The KMPG report’s findings sheds light on where Minnesota's tax policy stands compared with other states:
- Of the 50 state tax structures examined, only Hawaii, Mississippi, New Mexico, South Dakota and West Virginia impose a service/sales tax on the warehouse-based distribution industry.
- Hawaii, New Mexico, South Dakota and West Virginia impose general sales/services tax on the price of all domestic services. Mississippi imposes a sales tax on the sale of public warehousing but provides an exemption for goods stored in interstate transit and for perishable goods.

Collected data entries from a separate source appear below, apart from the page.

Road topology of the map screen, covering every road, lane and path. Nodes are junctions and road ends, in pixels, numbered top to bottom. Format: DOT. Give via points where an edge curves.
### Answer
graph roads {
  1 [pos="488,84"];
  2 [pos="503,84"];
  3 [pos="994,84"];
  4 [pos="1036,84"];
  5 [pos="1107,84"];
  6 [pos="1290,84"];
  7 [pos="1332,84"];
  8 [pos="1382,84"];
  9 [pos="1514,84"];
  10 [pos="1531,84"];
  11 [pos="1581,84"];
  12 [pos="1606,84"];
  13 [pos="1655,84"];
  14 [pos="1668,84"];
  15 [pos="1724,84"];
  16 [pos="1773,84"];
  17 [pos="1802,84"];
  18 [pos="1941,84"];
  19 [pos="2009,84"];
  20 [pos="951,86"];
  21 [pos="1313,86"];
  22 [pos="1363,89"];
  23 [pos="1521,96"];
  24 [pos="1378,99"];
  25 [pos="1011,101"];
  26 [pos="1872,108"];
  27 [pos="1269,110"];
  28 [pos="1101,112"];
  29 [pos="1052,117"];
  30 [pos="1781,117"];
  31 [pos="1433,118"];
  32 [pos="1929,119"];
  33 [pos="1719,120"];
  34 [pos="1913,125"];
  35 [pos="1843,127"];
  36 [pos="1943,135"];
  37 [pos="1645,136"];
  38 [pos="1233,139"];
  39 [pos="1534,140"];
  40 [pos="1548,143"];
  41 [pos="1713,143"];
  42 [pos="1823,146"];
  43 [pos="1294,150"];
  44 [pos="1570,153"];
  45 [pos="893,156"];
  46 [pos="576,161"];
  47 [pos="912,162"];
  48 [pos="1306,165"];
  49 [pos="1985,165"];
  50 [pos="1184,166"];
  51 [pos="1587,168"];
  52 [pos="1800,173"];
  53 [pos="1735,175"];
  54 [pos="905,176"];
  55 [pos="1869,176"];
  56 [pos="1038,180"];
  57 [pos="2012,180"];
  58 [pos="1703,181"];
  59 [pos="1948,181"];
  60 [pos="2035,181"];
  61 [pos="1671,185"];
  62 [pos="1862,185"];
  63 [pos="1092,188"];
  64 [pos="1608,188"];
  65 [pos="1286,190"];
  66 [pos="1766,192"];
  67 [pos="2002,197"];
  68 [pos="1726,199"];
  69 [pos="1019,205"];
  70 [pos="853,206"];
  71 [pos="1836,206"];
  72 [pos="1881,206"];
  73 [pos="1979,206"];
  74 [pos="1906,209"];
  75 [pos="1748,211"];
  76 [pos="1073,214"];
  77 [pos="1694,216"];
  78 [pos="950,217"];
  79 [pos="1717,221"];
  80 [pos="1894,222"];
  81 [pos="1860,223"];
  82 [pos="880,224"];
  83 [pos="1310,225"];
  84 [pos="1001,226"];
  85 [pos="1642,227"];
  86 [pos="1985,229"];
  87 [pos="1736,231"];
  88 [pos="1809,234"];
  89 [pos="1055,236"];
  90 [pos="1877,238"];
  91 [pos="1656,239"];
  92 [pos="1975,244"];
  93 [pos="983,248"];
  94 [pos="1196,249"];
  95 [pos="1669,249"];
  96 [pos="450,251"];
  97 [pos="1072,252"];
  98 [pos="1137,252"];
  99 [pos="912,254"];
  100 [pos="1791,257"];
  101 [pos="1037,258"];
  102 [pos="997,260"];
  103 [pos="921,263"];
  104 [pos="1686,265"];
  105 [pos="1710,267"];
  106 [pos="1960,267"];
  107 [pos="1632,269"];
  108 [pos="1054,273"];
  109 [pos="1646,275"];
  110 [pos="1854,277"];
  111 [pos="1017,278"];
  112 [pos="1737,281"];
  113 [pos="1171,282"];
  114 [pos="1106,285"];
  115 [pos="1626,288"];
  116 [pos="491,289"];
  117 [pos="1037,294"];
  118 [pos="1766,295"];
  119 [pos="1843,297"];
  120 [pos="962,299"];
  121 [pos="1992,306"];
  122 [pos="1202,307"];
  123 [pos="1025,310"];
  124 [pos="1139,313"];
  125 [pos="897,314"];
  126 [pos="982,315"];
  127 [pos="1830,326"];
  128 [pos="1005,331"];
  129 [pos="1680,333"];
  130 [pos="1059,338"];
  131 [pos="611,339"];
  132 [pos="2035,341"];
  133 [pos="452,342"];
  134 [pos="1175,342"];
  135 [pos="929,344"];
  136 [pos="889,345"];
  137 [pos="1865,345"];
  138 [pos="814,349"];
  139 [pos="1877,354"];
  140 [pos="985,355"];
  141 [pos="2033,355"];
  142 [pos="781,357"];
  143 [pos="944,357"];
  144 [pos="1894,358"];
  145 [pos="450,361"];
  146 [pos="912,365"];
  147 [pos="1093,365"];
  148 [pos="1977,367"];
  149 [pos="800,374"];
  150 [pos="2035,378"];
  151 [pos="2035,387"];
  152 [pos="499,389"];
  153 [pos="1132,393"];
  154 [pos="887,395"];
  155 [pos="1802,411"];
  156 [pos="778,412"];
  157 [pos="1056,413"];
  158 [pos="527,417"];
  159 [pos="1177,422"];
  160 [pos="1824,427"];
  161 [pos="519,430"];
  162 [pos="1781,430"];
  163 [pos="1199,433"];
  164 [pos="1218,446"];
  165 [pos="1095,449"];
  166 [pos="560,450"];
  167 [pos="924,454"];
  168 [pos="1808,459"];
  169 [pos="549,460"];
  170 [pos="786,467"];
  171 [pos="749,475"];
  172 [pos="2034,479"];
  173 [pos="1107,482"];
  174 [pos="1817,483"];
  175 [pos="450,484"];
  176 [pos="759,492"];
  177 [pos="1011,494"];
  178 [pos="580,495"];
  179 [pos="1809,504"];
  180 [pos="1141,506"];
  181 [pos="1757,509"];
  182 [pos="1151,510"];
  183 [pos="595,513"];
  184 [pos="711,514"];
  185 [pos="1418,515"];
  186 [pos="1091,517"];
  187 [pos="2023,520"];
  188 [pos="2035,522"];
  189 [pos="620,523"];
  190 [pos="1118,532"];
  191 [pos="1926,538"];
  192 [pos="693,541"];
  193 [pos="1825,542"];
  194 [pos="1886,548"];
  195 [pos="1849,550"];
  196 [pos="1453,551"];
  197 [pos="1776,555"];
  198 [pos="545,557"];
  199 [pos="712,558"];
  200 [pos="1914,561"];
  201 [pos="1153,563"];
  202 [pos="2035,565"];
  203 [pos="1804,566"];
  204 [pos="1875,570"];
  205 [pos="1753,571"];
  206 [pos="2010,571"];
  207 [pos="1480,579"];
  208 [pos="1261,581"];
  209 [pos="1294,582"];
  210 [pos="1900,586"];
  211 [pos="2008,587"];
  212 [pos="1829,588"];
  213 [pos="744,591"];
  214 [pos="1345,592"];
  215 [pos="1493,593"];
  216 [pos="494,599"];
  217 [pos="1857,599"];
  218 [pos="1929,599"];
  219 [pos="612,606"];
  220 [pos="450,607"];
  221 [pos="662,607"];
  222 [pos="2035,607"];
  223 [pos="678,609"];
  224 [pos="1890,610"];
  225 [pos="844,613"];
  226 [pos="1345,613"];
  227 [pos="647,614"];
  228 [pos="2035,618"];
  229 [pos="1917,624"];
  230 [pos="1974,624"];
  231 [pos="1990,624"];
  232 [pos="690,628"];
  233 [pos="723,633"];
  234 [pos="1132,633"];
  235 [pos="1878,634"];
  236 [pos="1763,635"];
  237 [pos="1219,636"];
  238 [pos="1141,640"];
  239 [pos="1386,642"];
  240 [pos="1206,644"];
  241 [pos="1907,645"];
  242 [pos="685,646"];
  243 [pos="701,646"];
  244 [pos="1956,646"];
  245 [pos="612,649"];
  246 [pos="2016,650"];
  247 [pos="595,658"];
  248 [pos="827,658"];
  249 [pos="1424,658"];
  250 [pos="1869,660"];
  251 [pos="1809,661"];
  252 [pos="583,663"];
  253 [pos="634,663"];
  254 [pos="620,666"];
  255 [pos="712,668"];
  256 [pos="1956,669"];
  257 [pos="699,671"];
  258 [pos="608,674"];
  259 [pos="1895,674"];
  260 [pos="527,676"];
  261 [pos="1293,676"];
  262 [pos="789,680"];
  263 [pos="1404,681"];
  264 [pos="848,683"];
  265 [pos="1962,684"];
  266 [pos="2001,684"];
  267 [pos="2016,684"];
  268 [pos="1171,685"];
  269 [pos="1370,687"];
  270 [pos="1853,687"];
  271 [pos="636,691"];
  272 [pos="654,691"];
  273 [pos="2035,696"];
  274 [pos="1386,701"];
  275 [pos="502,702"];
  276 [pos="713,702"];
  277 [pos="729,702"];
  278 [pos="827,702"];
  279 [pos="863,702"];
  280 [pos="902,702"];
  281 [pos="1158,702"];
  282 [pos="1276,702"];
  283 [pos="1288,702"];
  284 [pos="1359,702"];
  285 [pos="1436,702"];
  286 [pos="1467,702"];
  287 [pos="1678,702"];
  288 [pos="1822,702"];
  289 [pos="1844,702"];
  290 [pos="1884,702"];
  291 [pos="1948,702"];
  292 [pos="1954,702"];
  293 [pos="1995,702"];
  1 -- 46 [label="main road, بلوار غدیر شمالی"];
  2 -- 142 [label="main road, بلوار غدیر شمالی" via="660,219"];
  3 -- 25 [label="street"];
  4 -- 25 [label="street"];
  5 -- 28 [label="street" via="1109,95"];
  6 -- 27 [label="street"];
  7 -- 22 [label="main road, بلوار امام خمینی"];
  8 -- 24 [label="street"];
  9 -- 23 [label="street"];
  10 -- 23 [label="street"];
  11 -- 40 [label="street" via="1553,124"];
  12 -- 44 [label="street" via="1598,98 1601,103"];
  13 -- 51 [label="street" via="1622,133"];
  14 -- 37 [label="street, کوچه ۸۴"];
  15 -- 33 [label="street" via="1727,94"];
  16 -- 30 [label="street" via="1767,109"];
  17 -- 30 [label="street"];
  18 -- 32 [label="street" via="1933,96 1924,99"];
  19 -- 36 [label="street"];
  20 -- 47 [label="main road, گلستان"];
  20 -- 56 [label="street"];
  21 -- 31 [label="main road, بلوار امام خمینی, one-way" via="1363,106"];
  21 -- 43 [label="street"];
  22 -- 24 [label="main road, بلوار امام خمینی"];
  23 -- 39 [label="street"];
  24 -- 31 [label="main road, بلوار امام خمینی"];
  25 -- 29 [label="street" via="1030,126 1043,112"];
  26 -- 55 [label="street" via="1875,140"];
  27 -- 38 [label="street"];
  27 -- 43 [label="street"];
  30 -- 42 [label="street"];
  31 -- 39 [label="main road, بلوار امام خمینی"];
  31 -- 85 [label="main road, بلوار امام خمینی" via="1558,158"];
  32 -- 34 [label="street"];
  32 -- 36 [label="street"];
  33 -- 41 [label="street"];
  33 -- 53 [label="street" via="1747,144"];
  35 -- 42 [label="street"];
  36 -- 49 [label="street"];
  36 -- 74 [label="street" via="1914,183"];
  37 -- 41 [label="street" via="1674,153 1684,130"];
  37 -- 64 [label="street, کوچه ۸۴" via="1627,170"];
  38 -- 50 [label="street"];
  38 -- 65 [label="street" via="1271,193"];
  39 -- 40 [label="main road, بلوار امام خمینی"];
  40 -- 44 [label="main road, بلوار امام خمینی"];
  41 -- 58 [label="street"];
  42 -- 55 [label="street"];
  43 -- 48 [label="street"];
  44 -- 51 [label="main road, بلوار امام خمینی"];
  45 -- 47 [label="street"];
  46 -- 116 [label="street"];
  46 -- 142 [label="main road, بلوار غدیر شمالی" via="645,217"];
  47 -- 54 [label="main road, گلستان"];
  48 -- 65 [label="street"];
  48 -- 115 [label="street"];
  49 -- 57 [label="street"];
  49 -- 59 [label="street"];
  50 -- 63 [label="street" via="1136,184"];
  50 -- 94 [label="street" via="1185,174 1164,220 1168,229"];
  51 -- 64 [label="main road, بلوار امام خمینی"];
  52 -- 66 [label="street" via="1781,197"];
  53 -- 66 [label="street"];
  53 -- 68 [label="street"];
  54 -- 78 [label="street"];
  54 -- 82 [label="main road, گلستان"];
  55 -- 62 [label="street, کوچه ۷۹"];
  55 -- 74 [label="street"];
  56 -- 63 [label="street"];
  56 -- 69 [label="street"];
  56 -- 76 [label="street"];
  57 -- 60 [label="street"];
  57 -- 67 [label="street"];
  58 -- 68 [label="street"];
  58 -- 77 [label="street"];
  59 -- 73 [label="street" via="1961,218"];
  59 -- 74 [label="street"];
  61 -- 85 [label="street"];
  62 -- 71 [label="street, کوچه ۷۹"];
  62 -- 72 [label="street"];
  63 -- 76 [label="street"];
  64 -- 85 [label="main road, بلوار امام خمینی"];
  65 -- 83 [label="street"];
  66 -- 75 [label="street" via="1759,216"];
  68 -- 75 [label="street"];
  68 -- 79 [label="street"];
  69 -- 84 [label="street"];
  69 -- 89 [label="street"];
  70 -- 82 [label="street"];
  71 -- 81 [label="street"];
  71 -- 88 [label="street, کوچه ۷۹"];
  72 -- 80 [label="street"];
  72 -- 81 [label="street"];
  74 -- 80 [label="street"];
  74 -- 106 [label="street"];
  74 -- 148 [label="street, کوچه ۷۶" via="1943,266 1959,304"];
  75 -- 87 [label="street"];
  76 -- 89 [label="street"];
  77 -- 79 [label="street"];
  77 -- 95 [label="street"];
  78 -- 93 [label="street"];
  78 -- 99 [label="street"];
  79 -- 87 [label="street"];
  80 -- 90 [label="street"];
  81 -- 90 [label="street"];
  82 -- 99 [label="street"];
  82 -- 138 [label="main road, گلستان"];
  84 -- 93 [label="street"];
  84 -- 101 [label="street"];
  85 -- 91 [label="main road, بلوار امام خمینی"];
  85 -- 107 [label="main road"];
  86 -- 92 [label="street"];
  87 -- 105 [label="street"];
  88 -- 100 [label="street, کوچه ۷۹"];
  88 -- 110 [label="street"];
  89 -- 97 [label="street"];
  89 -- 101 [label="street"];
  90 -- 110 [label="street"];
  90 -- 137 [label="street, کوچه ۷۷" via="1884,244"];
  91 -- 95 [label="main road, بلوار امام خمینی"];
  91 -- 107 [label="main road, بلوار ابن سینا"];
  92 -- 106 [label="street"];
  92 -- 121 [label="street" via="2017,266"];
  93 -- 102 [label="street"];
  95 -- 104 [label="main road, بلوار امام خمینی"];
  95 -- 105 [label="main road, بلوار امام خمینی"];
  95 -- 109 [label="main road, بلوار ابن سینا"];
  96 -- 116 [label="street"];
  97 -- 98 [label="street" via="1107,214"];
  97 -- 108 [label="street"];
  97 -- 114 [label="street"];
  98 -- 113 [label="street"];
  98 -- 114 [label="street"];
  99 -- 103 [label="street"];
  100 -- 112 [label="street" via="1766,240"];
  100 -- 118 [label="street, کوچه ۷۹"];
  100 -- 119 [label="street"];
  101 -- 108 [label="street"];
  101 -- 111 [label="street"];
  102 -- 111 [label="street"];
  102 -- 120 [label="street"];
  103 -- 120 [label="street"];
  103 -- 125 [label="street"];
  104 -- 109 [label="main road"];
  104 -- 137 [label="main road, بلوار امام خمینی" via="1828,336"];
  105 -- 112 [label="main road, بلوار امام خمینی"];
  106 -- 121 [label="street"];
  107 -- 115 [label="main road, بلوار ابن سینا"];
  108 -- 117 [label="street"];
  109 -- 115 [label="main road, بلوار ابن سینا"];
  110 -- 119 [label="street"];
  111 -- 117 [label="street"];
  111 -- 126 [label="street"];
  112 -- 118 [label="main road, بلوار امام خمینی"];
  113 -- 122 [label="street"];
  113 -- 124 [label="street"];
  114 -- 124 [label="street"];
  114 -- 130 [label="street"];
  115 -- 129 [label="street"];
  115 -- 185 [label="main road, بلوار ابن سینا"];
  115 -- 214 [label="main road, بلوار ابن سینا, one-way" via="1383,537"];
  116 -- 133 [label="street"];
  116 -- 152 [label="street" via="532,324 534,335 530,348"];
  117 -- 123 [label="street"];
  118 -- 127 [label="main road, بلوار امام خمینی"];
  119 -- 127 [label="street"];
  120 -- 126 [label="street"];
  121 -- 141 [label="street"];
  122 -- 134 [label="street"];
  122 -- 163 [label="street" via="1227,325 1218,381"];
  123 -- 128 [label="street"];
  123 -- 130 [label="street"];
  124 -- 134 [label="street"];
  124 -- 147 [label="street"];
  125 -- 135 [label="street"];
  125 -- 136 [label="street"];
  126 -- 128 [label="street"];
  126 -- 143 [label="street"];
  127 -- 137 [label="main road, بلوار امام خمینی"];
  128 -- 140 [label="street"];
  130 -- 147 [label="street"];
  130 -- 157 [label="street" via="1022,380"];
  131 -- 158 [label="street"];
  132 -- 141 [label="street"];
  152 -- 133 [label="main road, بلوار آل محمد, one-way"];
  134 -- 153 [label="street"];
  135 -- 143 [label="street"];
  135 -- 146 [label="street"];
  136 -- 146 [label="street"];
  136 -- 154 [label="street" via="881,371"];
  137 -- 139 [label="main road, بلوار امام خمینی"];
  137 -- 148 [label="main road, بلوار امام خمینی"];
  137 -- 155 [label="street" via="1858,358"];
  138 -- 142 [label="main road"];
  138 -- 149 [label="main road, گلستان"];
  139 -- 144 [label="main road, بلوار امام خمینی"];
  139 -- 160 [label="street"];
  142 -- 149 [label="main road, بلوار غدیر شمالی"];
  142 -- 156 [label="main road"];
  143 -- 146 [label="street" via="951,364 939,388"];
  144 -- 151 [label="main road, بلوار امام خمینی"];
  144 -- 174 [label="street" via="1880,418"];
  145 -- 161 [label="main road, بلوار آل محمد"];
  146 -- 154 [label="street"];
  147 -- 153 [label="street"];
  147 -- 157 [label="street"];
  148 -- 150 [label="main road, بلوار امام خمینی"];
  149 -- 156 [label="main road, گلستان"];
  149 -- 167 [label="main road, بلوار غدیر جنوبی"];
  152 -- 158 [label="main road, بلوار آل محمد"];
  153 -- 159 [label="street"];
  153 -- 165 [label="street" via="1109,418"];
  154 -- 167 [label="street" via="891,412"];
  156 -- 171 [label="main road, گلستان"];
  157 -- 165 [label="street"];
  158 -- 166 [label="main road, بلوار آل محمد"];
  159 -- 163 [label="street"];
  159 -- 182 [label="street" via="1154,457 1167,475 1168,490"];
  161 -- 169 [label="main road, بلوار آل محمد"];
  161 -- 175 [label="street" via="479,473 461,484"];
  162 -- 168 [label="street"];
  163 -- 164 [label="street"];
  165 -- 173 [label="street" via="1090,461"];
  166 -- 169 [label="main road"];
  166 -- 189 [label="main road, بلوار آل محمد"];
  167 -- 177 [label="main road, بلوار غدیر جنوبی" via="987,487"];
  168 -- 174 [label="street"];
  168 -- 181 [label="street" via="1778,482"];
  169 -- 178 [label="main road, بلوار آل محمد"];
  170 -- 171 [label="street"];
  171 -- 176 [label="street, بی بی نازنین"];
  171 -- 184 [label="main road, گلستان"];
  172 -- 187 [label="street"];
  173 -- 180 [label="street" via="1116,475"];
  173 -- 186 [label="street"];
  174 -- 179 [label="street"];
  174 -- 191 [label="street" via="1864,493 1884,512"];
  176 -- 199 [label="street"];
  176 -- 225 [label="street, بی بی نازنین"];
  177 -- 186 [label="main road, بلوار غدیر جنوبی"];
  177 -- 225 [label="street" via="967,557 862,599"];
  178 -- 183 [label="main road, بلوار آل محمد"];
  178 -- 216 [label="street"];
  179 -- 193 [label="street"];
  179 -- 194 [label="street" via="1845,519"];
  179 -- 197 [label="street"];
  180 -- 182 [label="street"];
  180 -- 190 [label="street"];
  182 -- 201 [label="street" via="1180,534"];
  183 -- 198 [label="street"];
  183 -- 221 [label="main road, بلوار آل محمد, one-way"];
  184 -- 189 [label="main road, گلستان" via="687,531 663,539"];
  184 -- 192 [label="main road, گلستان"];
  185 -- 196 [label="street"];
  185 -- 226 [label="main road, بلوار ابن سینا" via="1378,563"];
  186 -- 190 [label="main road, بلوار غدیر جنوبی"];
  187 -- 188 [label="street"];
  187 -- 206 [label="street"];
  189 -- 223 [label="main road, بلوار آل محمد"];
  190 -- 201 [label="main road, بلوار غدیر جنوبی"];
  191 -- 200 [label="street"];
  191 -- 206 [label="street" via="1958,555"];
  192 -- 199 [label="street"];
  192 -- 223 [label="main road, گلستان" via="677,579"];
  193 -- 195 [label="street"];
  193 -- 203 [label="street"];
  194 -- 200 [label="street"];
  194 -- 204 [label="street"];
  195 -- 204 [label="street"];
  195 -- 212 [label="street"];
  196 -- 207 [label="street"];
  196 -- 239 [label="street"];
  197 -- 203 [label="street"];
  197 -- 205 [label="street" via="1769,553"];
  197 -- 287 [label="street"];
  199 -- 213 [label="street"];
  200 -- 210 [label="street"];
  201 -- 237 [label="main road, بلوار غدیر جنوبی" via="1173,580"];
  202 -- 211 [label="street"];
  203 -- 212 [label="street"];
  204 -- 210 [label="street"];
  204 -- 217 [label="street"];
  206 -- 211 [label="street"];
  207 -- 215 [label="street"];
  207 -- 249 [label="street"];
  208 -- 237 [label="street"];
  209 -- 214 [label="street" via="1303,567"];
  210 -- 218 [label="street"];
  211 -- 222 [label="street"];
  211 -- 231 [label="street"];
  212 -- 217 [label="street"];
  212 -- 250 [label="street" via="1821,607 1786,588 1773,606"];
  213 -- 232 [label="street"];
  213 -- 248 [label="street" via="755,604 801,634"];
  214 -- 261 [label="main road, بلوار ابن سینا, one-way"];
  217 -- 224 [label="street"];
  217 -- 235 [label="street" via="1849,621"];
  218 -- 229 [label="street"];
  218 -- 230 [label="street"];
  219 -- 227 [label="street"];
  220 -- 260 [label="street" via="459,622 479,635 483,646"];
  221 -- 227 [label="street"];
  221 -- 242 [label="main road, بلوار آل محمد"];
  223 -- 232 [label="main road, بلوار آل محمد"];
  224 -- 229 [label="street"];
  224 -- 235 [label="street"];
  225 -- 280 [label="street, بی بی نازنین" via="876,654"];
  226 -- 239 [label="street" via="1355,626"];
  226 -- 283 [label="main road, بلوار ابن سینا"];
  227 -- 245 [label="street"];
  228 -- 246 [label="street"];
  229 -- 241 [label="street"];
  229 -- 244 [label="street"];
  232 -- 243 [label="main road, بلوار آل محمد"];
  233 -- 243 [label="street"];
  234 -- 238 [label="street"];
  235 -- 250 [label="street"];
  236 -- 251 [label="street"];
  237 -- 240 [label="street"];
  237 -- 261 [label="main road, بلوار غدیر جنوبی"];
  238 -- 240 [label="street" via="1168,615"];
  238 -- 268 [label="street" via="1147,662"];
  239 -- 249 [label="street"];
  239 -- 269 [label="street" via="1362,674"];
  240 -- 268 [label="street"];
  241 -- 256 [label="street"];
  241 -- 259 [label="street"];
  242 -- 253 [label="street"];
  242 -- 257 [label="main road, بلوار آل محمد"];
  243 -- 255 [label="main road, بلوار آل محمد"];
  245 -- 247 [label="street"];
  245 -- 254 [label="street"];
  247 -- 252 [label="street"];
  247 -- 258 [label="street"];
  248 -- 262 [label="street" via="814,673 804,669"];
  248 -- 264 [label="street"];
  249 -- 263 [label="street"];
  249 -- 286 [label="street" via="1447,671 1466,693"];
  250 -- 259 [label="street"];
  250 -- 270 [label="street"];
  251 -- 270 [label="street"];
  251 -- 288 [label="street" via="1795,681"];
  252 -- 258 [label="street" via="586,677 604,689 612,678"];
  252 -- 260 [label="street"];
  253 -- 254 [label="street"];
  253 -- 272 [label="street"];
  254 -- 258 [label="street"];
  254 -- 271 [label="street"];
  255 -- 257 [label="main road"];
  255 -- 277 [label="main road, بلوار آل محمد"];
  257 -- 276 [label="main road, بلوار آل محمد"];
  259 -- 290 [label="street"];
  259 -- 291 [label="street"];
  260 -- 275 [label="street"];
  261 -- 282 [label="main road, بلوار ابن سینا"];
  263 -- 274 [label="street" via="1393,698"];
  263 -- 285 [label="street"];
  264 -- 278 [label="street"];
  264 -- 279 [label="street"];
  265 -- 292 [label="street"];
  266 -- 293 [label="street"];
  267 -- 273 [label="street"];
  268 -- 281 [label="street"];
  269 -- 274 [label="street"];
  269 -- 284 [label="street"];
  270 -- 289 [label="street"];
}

- Minnesota's new public warehousing sales tax, beginning April 1, 2014, will assess a sales tax on public warehousing and also exempt from such tax agricultural, refrigerated, electronic, self-storage and motor and recreational vehicles.
Minnesota is the only state to specifically target public warehousing for a sales/services tax; the other states tax the majority of services provided inside that state. Only one state bordering Minnesota—South Dakota—has comparable services/sales taxes on all domestic retail transactions.
"KPMG's research reveals that the tax yield and the tax facts purported by the Minnesota Tax Commission were clearly in error, leading the legislators to mistakenly enact a warehouse services/sales tax," Anderson said. He predicts severe consequences for the 72,865 people working in the state's transportation and warehousing employment sectors and to the small and large Minnesota businesses that rely on the in-state warehouse industry.
"It is time for legislators, now that they have accurate facts before them, to repeal the tax and look to the greater good of Minnesota's job creation and economic health," Anderson said.